Birkaç gün önce konuyu bu sütunda gündeme getirip bu tasarrufun Faraçın son yazdığı Mustafa filmi ile ilgili yazılarının olup olmadığını sordum.
Cumhuriyet yönetiminden bir cevap gelmedi, ama okurlarından mailler geldi.
İddiaya göre Mehmet Faraçın köşesi Can Dündarın Mustafa filmini eleştirdiği için kaldırılmış!
Açıkcası bu iddiaya çok inanasım gelmiyor!
Öyle, çünkü İlhan Selçukun belgesel tüccarı Can Dündarın psikolojik savaş adına yaptığı Mustafa Kemali aşağılayan malum filmini onaylamayacağı kanaatindeyim.

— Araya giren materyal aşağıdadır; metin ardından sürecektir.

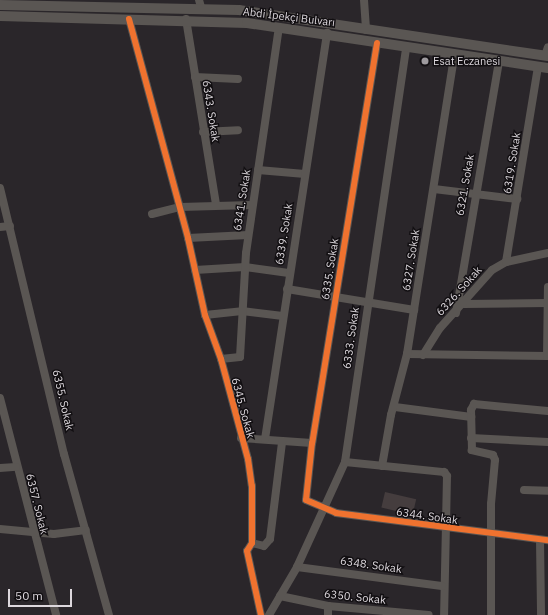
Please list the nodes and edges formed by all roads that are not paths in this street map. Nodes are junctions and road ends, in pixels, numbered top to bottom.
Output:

Tahminim ya da beklentim bu, ama kafa karıştırıcı bazı şeyler de yok değildir.
Mesela neler mi?
Sekreterimden arşivlediğimiz Cumhuriyet gazetesinin son sayılarını isteyip taradım.
Mehmet Faraç yazana kadar Cumhuriyette tek bir kişi Mustafa filmindeki rezillikleri kaleme almadı.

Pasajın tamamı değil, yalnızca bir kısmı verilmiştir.